Het magisch denken heeft Poes niet kunnen redden. Ze werd een week na haar verdwijning niet ver van huis dood uit het water van een sloot gevist.
De volgende ochtend konden we haar ophalen bij de gemeentewerf, waar ze in een plastic zak lag, in de vriezer met de sticker ‘Huisdieren’ erop. We namen haar mee naar huis en legden haar buiten onder een lakentje in een kartonnen doos. Ondanks de relatief hoge temperatuur zou ze die dag niet meer helemaal ontdooien. Wel werd ze weer herkenbaar toen het ijs op haar vacht gesmolten was: van haar geknakte staart tot het hapje uit haar rechteroor. Haar snorharen piekten uiteindelijk ook weer opzij, en hier en daar werd de vacht al een beetje aaibaar zacht.
Ik vond het belangrijk om haar nog even naar binnen te dragen, want thuiskomen moest, zoals iedere dag, ook toen haar doel zijn geweest. Ik schoof het lakentje even van haar kopje, zodat ze naar de plek in de keuken kon kijken waar ze altijd haar brokjes at. Ondertussen maakten wij haar laatste rustplaats in de tuin wortelvrij en diep genoeg.

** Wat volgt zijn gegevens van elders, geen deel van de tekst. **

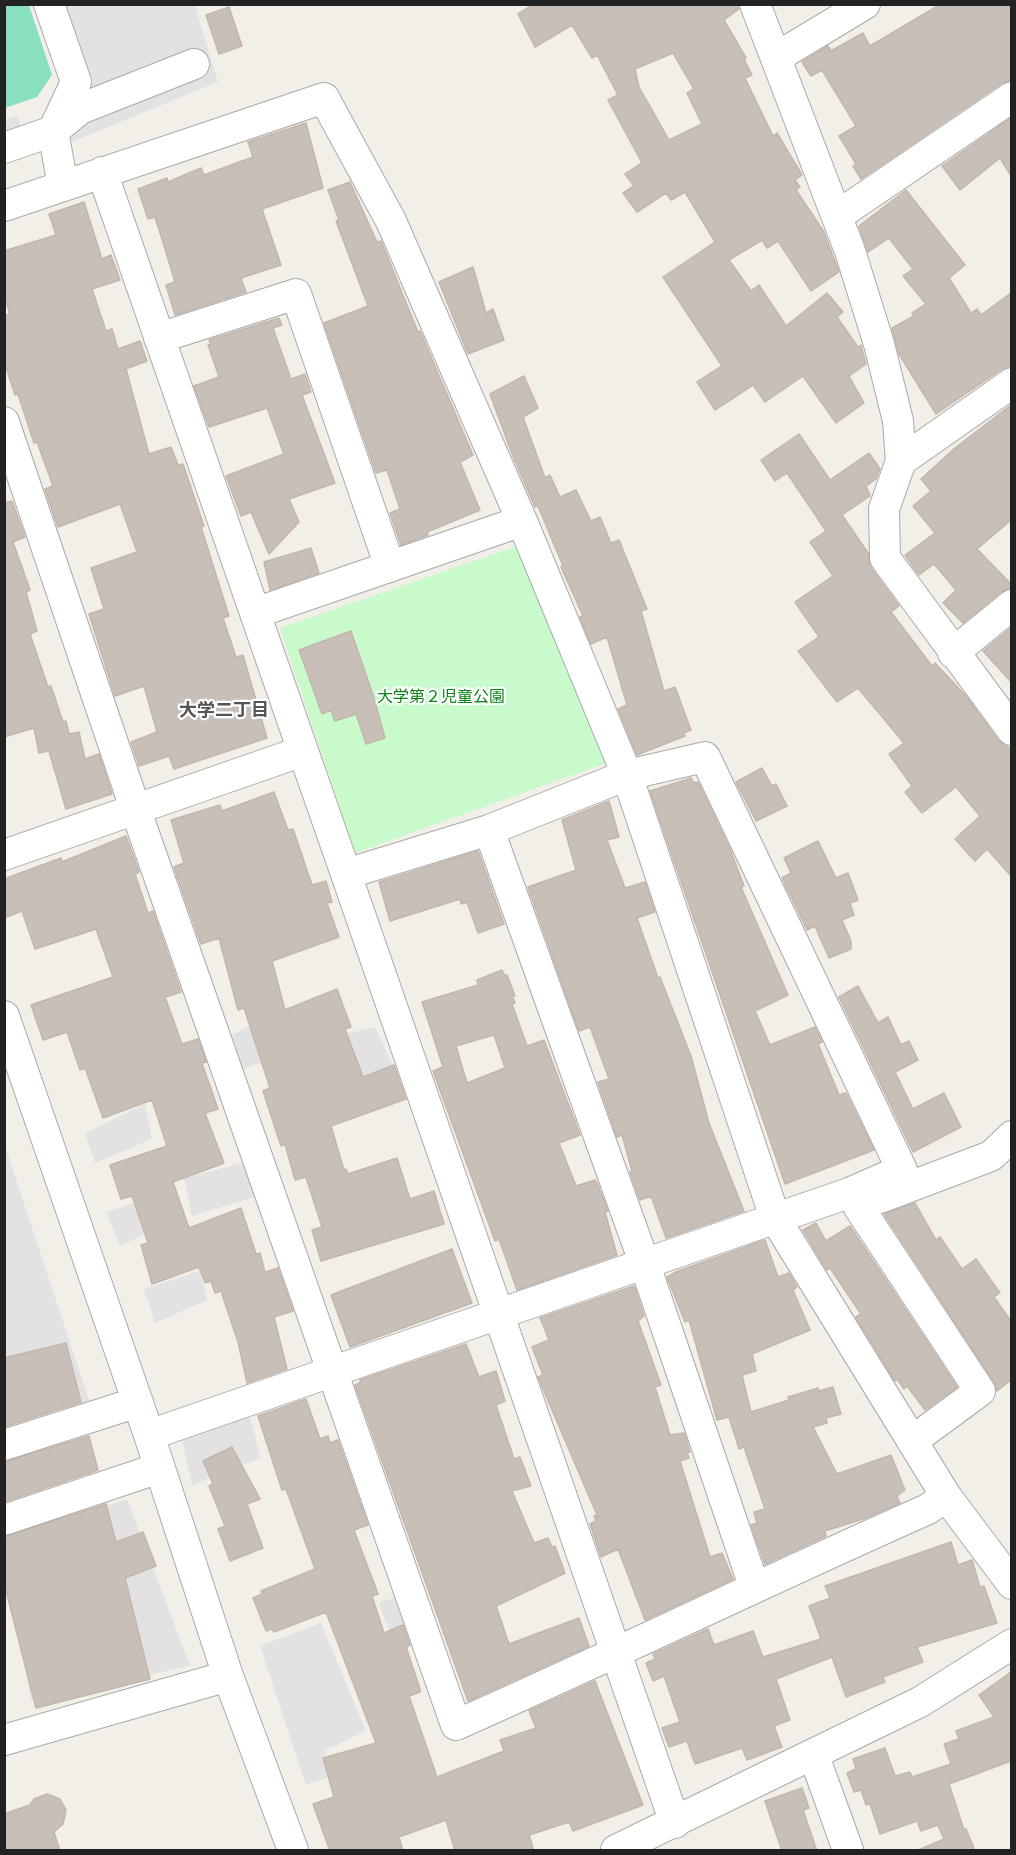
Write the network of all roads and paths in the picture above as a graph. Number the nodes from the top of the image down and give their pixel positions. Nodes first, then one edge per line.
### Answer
1 (49, 4) edge
2 (755, 4) edge
3 (865, 4) edge
4 (777, 57) junction
5 (194, 64) dead end
6 (1011, 97) edge
7 (53, 131) junction
8 (4, 148) edge
9 (102, 172) junction
10 (63, 186) junction
11 (4, 206) edge
12 (837, 216) junction
13 (159, 338) junction
14 (1011, 383) edge
15 (4, 422) edge
16 (901, 461) junction
17 (522, 521) junction
18 (390, 567) junction
19 (1011, 604) edge
20 (255, 613) junction
21 (953, 653) junction
22 (1011, 730) edge
23 (303, 751) junction
24 (627, 775) junction
25 (135, 808) junction
26 (489, 830) junction
27 (4, 855) edge
28 (346, 874) junction
29 (4, 1016) edge
30 (13, 1066) edge
31 (1011, 1137) edge
32 (854, 1199) junction
33 (775, 1218) junction
34 (644, 1262) junction
35 (496, 1315) junction
36 (334, 1372) junction
37 (138, 1402) junction
38 (149, 1435) junction
39 (912, 1441) junction
40 (4, 1445) edge
41 (159, 1468) junction
42 (946, 1496) junction
43 (4, 1520) edge
44 (1011, 1584) edge
45 (754, 1586) junction
46 (1011, 1644) edge
47 (618, 1653) junction
48 (228, 1676) junction
49 (4, 1740) edge
50 (814, 1756) junction
51 (675, 1823) junction
52 (293, 1851) edge
53 (616, 1851) edge
54 (848, 1851) edge

1 - 7 street
2 - 4 street
3 - 4 street
4 - 12 street
5 - 7 street
6 - 12 street
7 - 8 street
7 - 10 street
9 - 10 street
9 - 13 street
9 - 17 street
10 - 11 street
12 - 16 street
13 - 18 street
13 - 20 street
14 - 16 street
15 - 25 street
16 - 21 street
17 - 18 street
17 - 24 street
18 - 20 street
19 - 21 street
20 - 23 street
21 - 22 street
23 - 25 street
23 - 28 street
24 - 26 street
24 - 32 street
24 - 33 street
25 - 27 street
25 - 36 street
26 - 28 street
26 - 34 street
28 - 35 street
29 - 30 street
30 - 37 street
31 - 32 street
32 - 33 street
32 - 39 street
33 - 34 street
33 - 39 street
34 - 35 street
34 - 45 street
35 - 36 street
35 - 47 street
36 - 38 street
36 - 47 street
37 - 38 street
37 - 40 street
38 - 41 street
39 - 42 street
41 - 43 street
41 - 48 street
42 - 44 street
42 - 45 street
45 - 47 street
46 - 50 street
47 - 51 street
48 - 49 street
48 - 52 street
50 - 51 street
50 - 54 street
51 - 53 street

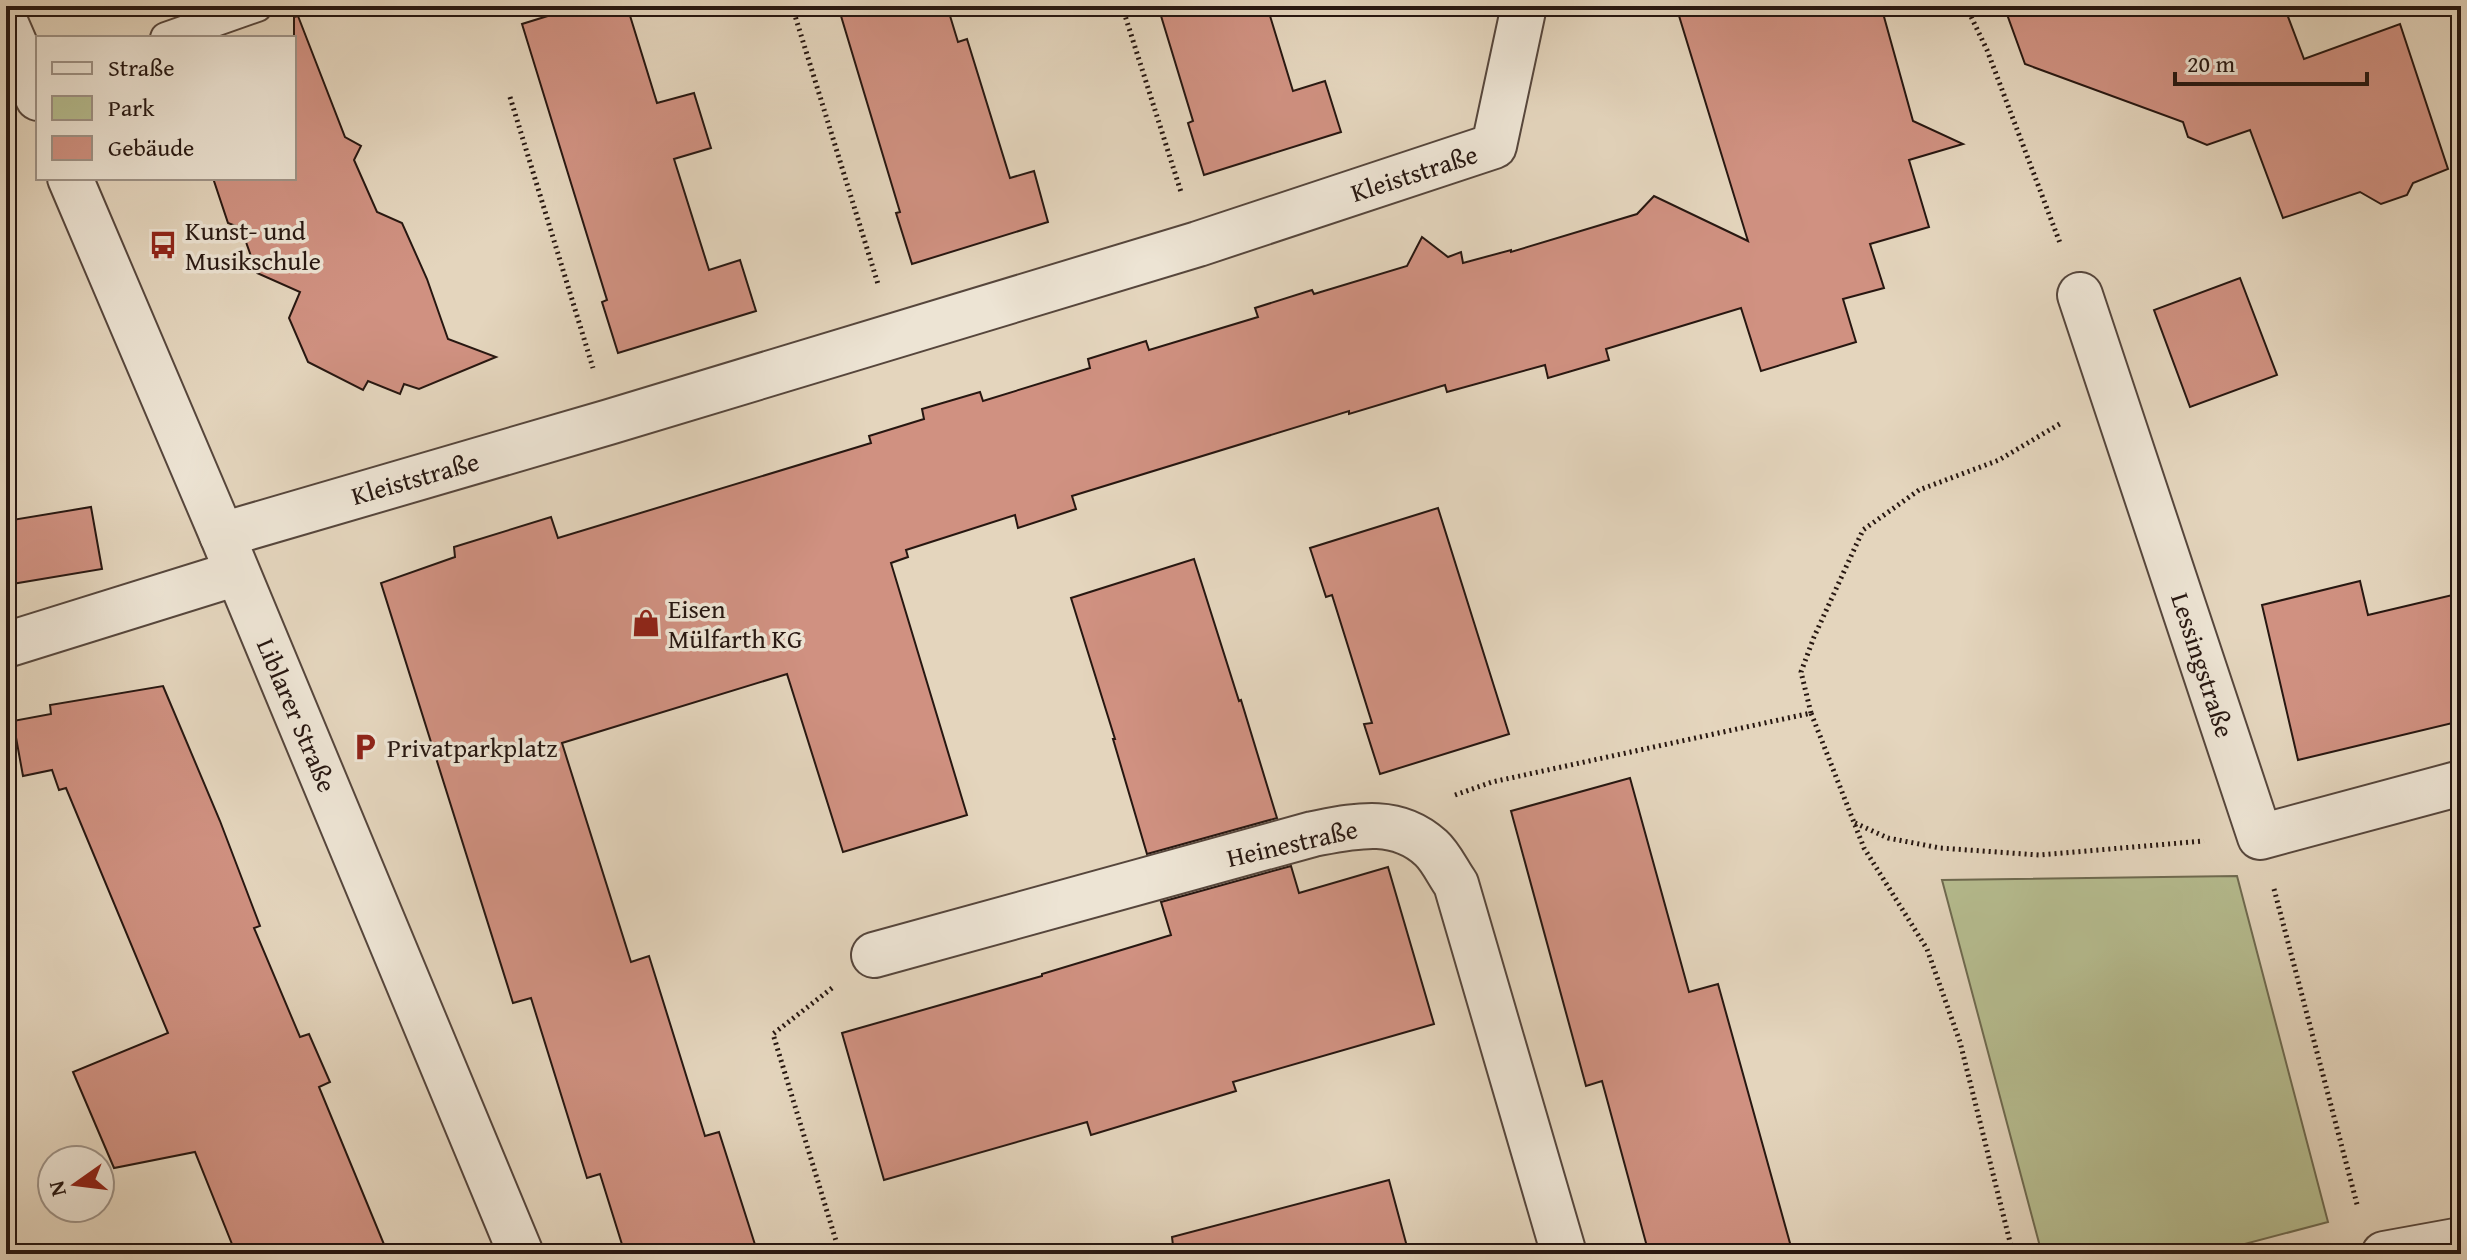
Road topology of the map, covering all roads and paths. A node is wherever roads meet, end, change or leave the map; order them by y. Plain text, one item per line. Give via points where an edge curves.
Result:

Haar terugkeer was triest en troostrijk tegelijk. We huilden om haar dood maar waren ook opgelucht dat ze niet voor altijd, zomaar ineens, verdwenen was. Sterker nog: ze was weer bij ons thuis gekomen. Ze is nu dichtbij, ook al is ze dood en begraven. We kunnen weer tegen haar praten, ook al miauwt ze niet meer terug.
Dat onze Poes een ziel heeft, een ziel die nu rust gevonden heeft – het is waarschijnlijk een projectie van onze eigen, verlangende geest. Toch wil ik erin geloven, dat kan ik niet ontkennen, en daarom bestaat het. Het magisch denken heeft een plaats in mij veroverd.
De wilde winden van januari zijn gaan liggen, en ik begin me langzaam te verzoenen met haar lot. Het is alsof Poes, door dood naar ons terug te keren, bevrijd is van haar eigen sterven. Maar misschien slaat ook dat op ons. Het lijkt er voor ons op dat ze weer buiten aan het spelen is, eigenlijk: opnieuw aan het verdwijnen is, maar nu uit vrije wil, en met onze instemming.
Toen we haar in de grond hadden gelegd, ook met haar staart weer in de krul, lag Poes er ogenschijnlijk intens tevreden bij: snuffelend, verlangend naar iets dat ze geroken had. Nieuwsgierig naar een nieuwe dag, een ander leven, voorbij dit ongeluk. Ook de dood is tenslotte een avontuur.